A análise do material foi orientada pelo método da análise do conteúdo, segundo Minayo (2010), que consiste em descobrir os núcleos de sentido de uma comunicação. Após o material ser transcrito na íntegra pela pesquisadora, a primeira etapa da análise (pré-análise) consistiu na leitura das transcrições para avaliação geral. Os dados obtidos foram dispostos em tabelas distribuídas da seguinte forma: referência à parte que os sujeitos mais gostaram e menos gostaram de cada conto; reações dos sujeitos quando questionados sobre alguma palavra que não foi compreendida pela pesquisadora e análise dos juízes. Posteriormente, iniciou-se a exploração do material por meio da análise dos dados, estabelecendo-se as categorias e verificando as questões subjetivas que pudessem estar relacionadas à posição refratária. Para fins de análise, cada livro tornou-se uma categoria, totalizando sete e em cada categoria foram analisados três pontos: (1) parte do conto que a criança mais gostou; (2) parte do conto que a criança menos gostou e (3) reações da criança quando questionada em alguma palavra que não foi compreendida.
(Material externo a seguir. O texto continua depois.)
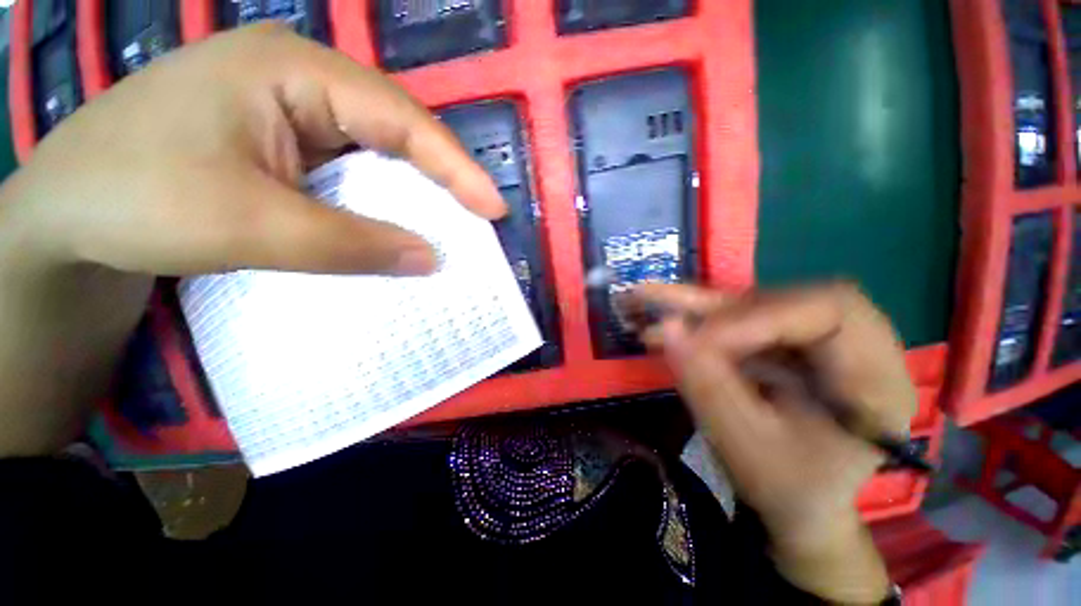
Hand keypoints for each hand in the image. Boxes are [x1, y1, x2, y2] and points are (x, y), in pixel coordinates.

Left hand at [0, 25, 503, 455]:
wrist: (64, 216)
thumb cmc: (137, 200)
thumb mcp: (252, 224)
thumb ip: (353, 244)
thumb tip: (431, 259)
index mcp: (295, 72)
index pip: (404, 120)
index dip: (457, 169)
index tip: (494, 209)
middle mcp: (302, 82)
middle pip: (396, 132)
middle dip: (443, 180)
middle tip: (479, 220)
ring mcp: (291, 113)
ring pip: (376, 155)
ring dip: (413, 196)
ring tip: (450, 228)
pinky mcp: (281, 145)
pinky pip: (350, 173)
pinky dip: (379, 204)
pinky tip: (393, 228)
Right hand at [635, 283, 910, 600]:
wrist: (798, 505)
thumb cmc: (785, 488)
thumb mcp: (745, 446)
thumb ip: (706, 384)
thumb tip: (666, 327)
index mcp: (876, 382)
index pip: (831, 311)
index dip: (760, 316)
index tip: (701, 340)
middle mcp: (857, 349)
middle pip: (792, 298)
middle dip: (727, 309)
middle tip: (675, 322)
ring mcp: (818, 342)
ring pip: (758, 302)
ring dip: (701, 307)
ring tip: (648, 298)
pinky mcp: (787, 342)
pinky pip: (742, 317)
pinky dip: (699, 316)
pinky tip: (664, 313)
A análise foi realizada pela pesquisadora e, além disso, foi considerada a posição dos juízes diante da identificação ou não da posição refratária nas crianças. Como última etapa da análise foi realizada a interpretação dos dados a partir da fundamentação teórica e dos pressupostos norteadores da investigação.

Considerações éticas

Este estudo baseou-se nos pressupostos éticos de pesquisas com seres humanos, sendo, por este motivo, encaminhada ao Comitê de Ética em Pesquisa da instituição de ensino superior, da qual recebeu parecer favorável em 2/3/2013, sob o número 12636713.6.0000.5346.

Resultados e Discussão

Conforme a proposta da análise de conteúdo, os dados serão em seguida apontados por meio de categorias temáticas que foram obtidas pelo processo de categorização. Nas categorias, os dados serão apresentados e ilustrados, principalmente por meio das questões que os contos fizeram emergir e também, quando possível, por algumas falas das crianças. Eles serão discutidos e embasados teoricamente, segundo pressupostos psicanalíticos.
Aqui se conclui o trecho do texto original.